Rescuers Risk Lives on Outer Banks
KILL DEVIL HILLS, N.C. – Rescuers sent to help people trapped by Hurricane Isabel (search) became victims of the storm themselves, spending nearly five hours in 4 feet of turbulent water after waves rolled their truck upside down.
Three people had called 911 for help as the storm approached Thursday morning saying they were stuck in the Pea Island National Wildlife Refuge (search) and water was rising into the cab of their sport utility vehicle.
The three people had left Rodanthe, on Hatteras Island (search), thinking they had time to drive the island highway to the more heavily populated Bodie Island, Sheriff Rodney Midgett said. He wouldn't identify them.

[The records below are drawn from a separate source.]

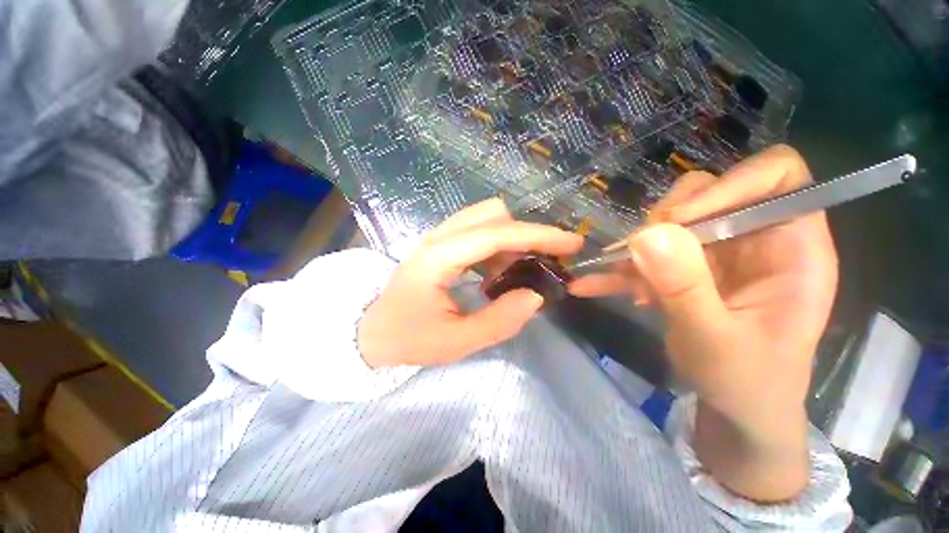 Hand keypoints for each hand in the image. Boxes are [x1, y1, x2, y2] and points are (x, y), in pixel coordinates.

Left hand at [358, 198, 582, 367]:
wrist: (372, 331)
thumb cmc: (407, 338)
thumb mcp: (454, 342)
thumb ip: (498, 322)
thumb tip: (535, 296)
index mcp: (438, 257)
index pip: (496, 233)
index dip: (538, 235)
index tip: (571, 243)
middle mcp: (439, 238)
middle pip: (493, 214)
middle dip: (527, 233)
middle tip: (545, 262)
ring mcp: (439, 238)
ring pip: (487, 219)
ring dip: (513, 240)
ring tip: (522, 272)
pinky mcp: (442, 244)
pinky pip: (478, 232)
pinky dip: (499, 246)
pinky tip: (499, 273)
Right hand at [570, 145, 837, 500]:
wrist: (736, 418)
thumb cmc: (748, 388)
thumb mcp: (716, 342)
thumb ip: (684, 286)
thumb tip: (650, 235)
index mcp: (794, 249)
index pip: (780, 176)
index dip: (732, 184)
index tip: (680, 220)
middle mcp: (757, 242)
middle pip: (715, 193)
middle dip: (672, 216)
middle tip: (640, 253)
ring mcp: (717, 256)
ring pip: (675, 223)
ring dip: (637, 246)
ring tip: (608, 275)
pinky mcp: (687, 273)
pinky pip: (652, 256)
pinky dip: (622, 270)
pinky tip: (595, 287) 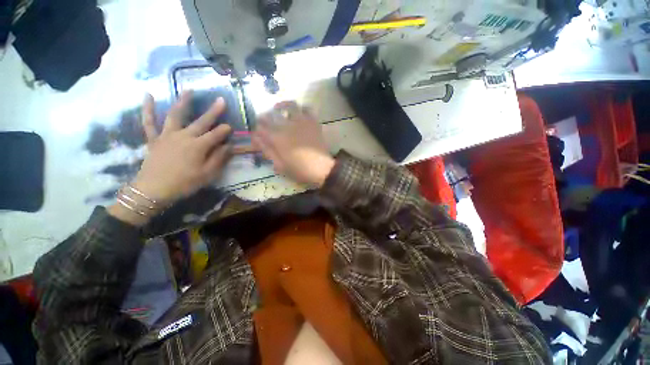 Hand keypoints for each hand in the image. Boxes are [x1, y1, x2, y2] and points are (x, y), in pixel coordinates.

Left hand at [132, 91, 232, 204]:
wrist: (153, 190)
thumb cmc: (185, 183)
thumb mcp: (208, 174)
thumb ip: (219, 158)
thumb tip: (229, 145)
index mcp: (198, 146)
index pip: (216, 135)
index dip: (225, 130)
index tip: (231, 127)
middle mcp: (184, 136)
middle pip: (202, 121)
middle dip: (213, 111)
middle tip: (221, 100)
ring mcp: (167, 135)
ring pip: (176, 115)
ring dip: (183, 102)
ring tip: (189, 90)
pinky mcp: (154, 139)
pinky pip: (149, 122)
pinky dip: (148, 109)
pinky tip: (148, 95)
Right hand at [252, 101, 334, 186]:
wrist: (321, 169)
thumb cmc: (300, 170)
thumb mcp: (280, 166)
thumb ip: (267, 151)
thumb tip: (256, 139)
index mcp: (277, 138)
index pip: (260, 128)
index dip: (256, 130)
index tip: (257, 134)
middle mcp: (287, 126)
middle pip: (271, 115)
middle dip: (265, 117)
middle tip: (265, 122)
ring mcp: (302, 122)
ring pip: (289, 106)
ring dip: (282, 106)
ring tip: (279, 109)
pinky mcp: (313, 122)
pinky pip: (307, 109)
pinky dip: (301, 109)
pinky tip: (299, 113) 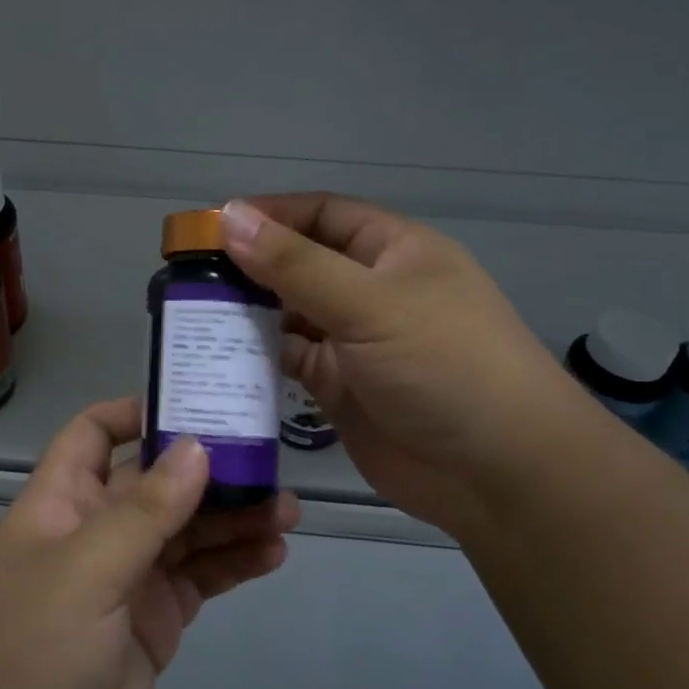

"I think those people made a poor decision," he said. "They thought they could get through the area but they couldn't."
After their call, deputies Melvin Walston and George Bowman and Coast Guard public affairs officer Tim Pike were sent out to rescue them.
However, the rescuers' 2-ton truck dropped into a low spot on the sand-covered road and broke something in its drive train, Midgett said.
While Bowman and Pike broke out lifejackets, a wave broadsided their truck and knocked it on its side, the sheriff said. A second wave turned it upside down as they tried to free Watson, who had been driving. Watson escaped before a third wave turned the heavy truck on its side again.
As the rushing water threatened to sweep them away, the three rescuers tied themselves to their truck with 40-foot lengths of rope, long enough to avoid being crushed if the truck rolled over again, Midgett said.
By late afternoon, the turbulent water finally ebbed enough to allow them to walk to Rodanthe, about a mile south.
Along the way, they came upon the three victims who had placed the 911 call. All six walked into Rodanthe, along with the crew of a second truck that had broken down in the area.